* Your goal:
Drop every picture and give the entries back exactly.

Collected data entries:
((

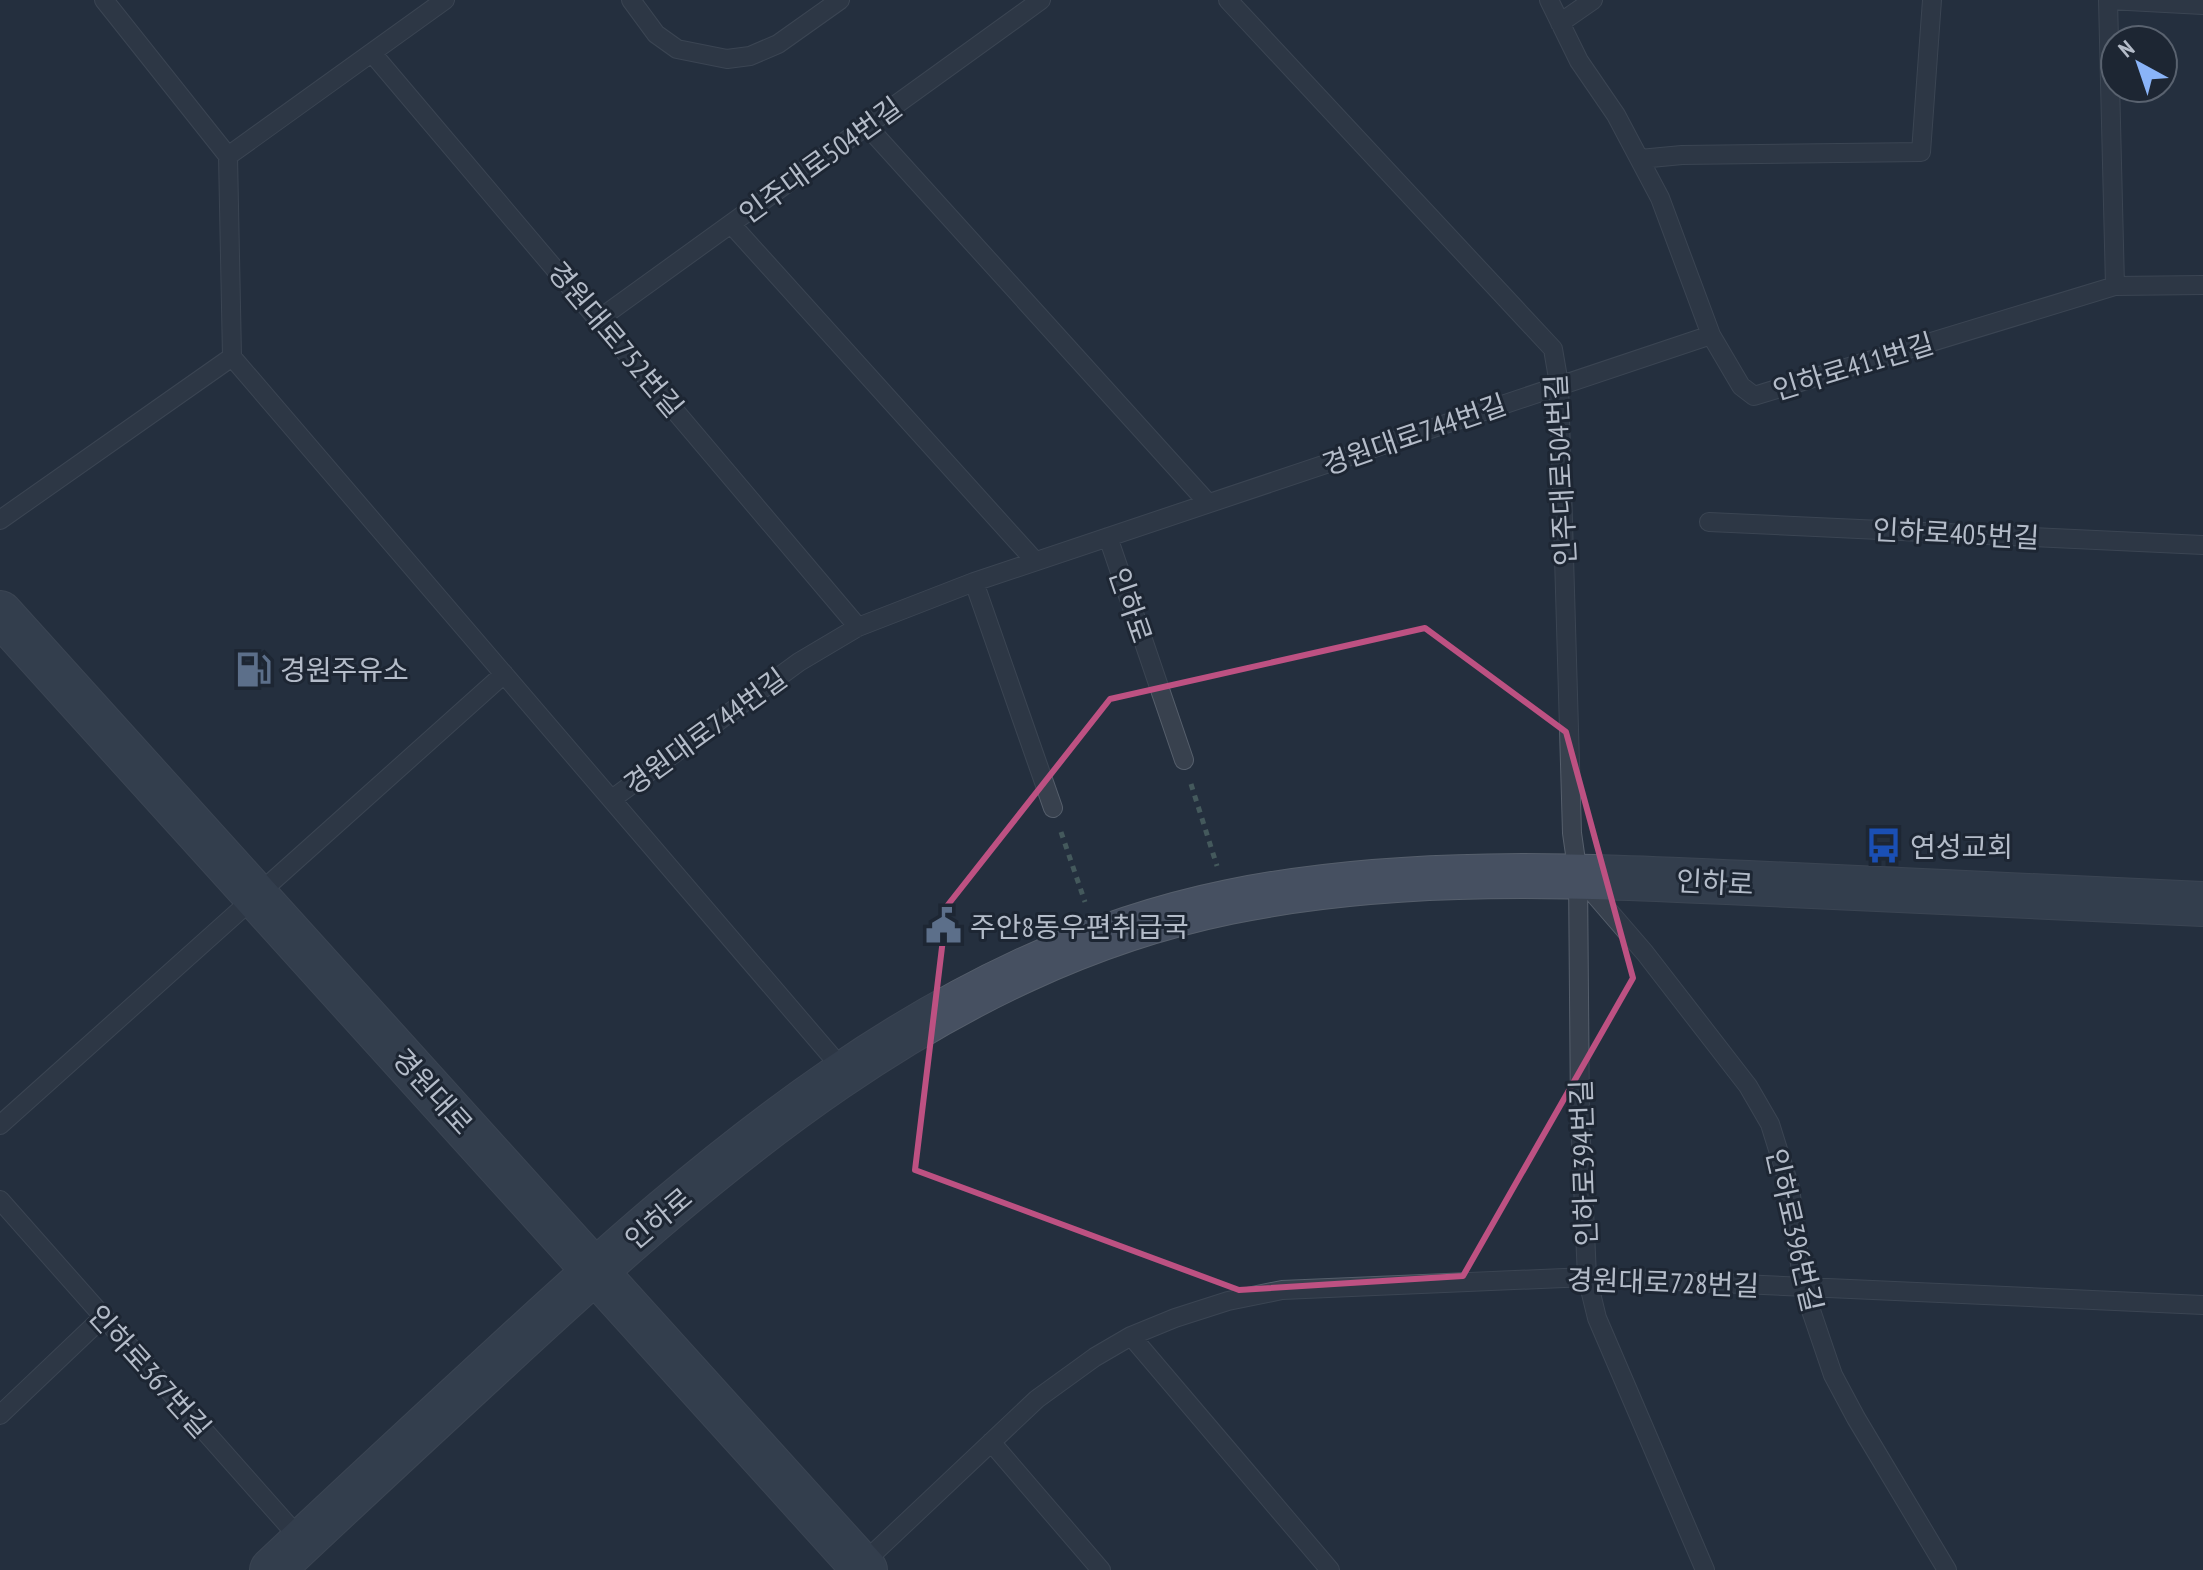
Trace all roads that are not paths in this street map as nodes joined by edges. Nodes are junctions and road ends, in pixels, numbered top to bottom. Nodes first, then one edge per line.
1 (104, 0) edge
2 (445, 0) edge
3 (631, 0) edge
4 (840, 0) edge
5 (1041, 0) edge
6 (1228, 0) edge
7 (1549, 0) edge
8 (1593, 0) edge
9 (1932, 0) edge
10 (2109, 0) edge
11 (2203, 5) edge
12 (1560, 23) junction
13 (372, 53) junction
14 (867, 126) junction
15 (228, 156) junction
16 (1640, 159) junction
17 (731, 224) junction
18 (2203, 285) edge
19 (2115, 286) junction
20 (599, 319) junction
21 (1711, 335) junction
22 (232, 357) junction
23 (1559, 384) junction
24 (1208, 503) junction
25 (0, 520) edge
26 (1709, 522) dead end
27 (1108, 537) junction
28 (2203, 545) edge
29 (1035, 561) junction
30 (974, 582) junction
31 (0, 613) edge
32 (858, 627) junction
33 (504, 674) junction
34 (1184, 760) road end
35 (612, 799) junction
36 (1053, 808) road end
37 (1578, 875) junction
38 (256, 895) junction
39 (2203, 904) edge
40 (845, 1072) junction
41 (0, 1125) edge
42 (0, 1200) edge
43 (596, 1270) junction
44 (1587, 1277) junction
45 (1803, 1287) junction
46 (2203, 1305) edge
47 (102, 1318) junction
48 (1131, 1336) junction
49 (0, 1415) edge
50 (991, 1442) junction
51 (287, 1556) edge
52 (861, 1568) edge
53 (1101, 1570) edge
54 (1330, 1570) edge
55 (1705, 1570) edge
56 (1947, 1570) edge

1 - 15 lane
2 - 13 lane
3 - 4 lane
5 - 14 lane, 인주대로504번길
6 - 23 lane, 인주대로504번길
7 - 12 lane, 인하로411번길
8 - 12 lane
9 - 16 lane
10 - 11 lane
10 - 19 lane
12 - 16 lane, 인하로411번길
13 - 15 lane
13 - 20 lane, 경원대로752번길
14 - 17 lane, 인주대로504번길
14 - 24 lane
15 - 22 lane
16 - 21 lane, 인하로411번길
17 - 20 lane, 인주대로504번길
17 - 29 lane
18 - 19 lane, 인하로411번길
19 - 21 lane, 인하로411번길
20 - 32 lane, 경원대로752번길
21 - 23 lane, 경원대로744번길
22 - 25 lane
22 - 33 lane, 경원대로744번길
23 - 24 lane, 경원대로744번길
23 - 37 lane, 인주대로504번길
24 - 27 lane, 경원대로744번길
26 - 28 lane, 인하로405번길
27 - 29 lane, 경원대로744번길
27 - 34 lane, 인하로
29 - 30 lane, 경원대로744번길
30 - 32 lane, 경원대로744번길
30 - 36 lane
31 - 38 main road, 경원대로
32 - 35 lane, 경원대로744번길
33 - 35 lane, 경원대로744번길
33 - 38 lane
35 - 40 lane
37 - 39 main road, 인하로
37 - 40 main road, 인하로
37 - 44 lane, 인하로394번길
37 - 45 lane, 인하로396번길
38 - 41 lane
38 - 43 main road, 경원대로
40 - 43 main road, 인하로
42 - 47 lane, 인하로367번길
43 - 51 main road, 인하로
43 - 52 main road, 경원대로
44 - 45 lane, 경원대로728번길
44 - 48 lane, 경원대로728번길
44 - 55 lane, 인하로394번길
45 - 46 lane, 경원대로728번길
45 - 56 lane, 인하로396번길
47 - 49 lane
47 - 51 lane, 인하로367번길
48 - 50 lane, 경원대로728번길
48 - 54 lane
50 - 52 lane, 경원대로728번길
50 - 53 lane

))

* Answer area:
Trace all roads that are not paths in this street map as nodes joined by edges. Nodes are junctions and road ends, in pixels, numbered top to bottom. Nodes first, then one edge per line.
1 (104, 0) edge
2 (445, 0) edge
3 (631, 0) edge
4 (840, 0) edge
5 (1041, 0) edge
6 (1228, 0) edge
7 (1549, 0) edge
8 (1593, 0) edge
9 (1932, 0) edge
10 (2109, 0) edge
11 (2203, 5) edge
12 (1560, 23) junction
13 (372, 53) junction
14 (867, 126) junction
15 (228, 156) junction
16 (1640, 159) junction
17 (731, 224) junction
18 (2203, 285) edge
19 (2115, 286) junction
20 (599, 319) junction
21 (1711, 335) junction
22 (232, 357) junction
23 (1559, 384) junction
24 (1208, 503) junction
25 (0, 520) edge
26 (1709, 522) dead end
27 (1108, 537) junction
28 (2203, 545) edge
29 (1035, 561) junction
30 (974, 582) junction
31 (0, 613) edge
32 (858, 627) junction
33 (504, 674) junction
34 (1184, 760) road end
35 (612, 799) junction
36 (1053, 808) road end
37 (1578, 875) junction
38 (256, 895) junction
39 (2203, 904) edge
40 (845, 1072) junction
41 (0, 1125) edge
42 (0, 1200) edge
43 (596, 1270) junction
44 (1587, 1277) junction
45 (1803, 1287) junction
46 (2203, 1305) edge
47 (102, 1318) junction
48 (1131, 1336) junction
49 (0, 1415) edge
50 (991, 1442) junction
51 (287, 1556) edge
52 (861, 1568) edge
53 (1101, 1570) edge
54 (1330, 1570) edge
55 (1705, 1570) edge
56 (1947, 1570) edge

1 - 15 lane
2 - 13 lane
3 - 4 lane
5 - 14 lane, 인주대로504번길
6 - 23 lane, 인주대로504번길
7 - 12 lane, 인하로411번길
8 - 12 lane
9 - 16 lane
10 - 11 lane
10 - 19 lane
12 - 16 lane, 인하로411번길
13 - 15 lane
13 - 20 lane, 경원대로752번길
14 - 17 lane, 인주대로504번길
14 - 24 lane
15 - 22 lane
16 - 21 lane, 인하로411번길
17 - 20 lane, 인주대로504번길
17 - 29 lane
18 - 19 lane, 인하로411번길
19 - 21 lane, 인하로411번길
20 - 32 lane, 경원대로752번길
21 - 23 lane, 경원대로744번길
22 - 25 lane
22 - 33 lane, 경원대로744번길
23 - 24 lane, 경원대로744번길
23 - 37 lane, 인주대로504번길
24 - 27 lane, 경원대로744번길
26 - 28 lane, 인하로405번길
27 - 29 lane, 경원대로744번길
27 - 34 lane, 인하로
29 - 30 lane, 경원대로744번길
30 - 32 lane, 경원대로744번길
30 - 36 lane
31 - 38 main road, 경원대로
32 - 35 lane, 경원대로744번길
33 - 35 lane, 경원대로744번길
33 - 38 lane
35 - 40 lane
37 - 39 main road, 인하로
37 - 40 main road, 인하로
37 - 44 lane, 인하로394번길
37 - 45 lane, 인하로396번길
38 - 41 lane
38 - 43 main road, 경원대로
40 - 43 main road, 인하로
42 - 47 lane, 인하로367번길
43 - 51 main road, 인하로
43 - 52 main road, 경원대로
44 - 45 lane, 경원대로728번길
44 - 48 lane, 경원대로728번길
44 - 55 lane, 인하로394번길
45 - 46 lane, 경원대로728번길
45 - 56 lane, 인하로396번길
47 - 49 lane
47 - 51 lane, 인하로367번길
48 - 50 lane, 경원대로728번길
48 - 54 lane
50 - 52 lane, 경원대로728번길
50 - 53 lane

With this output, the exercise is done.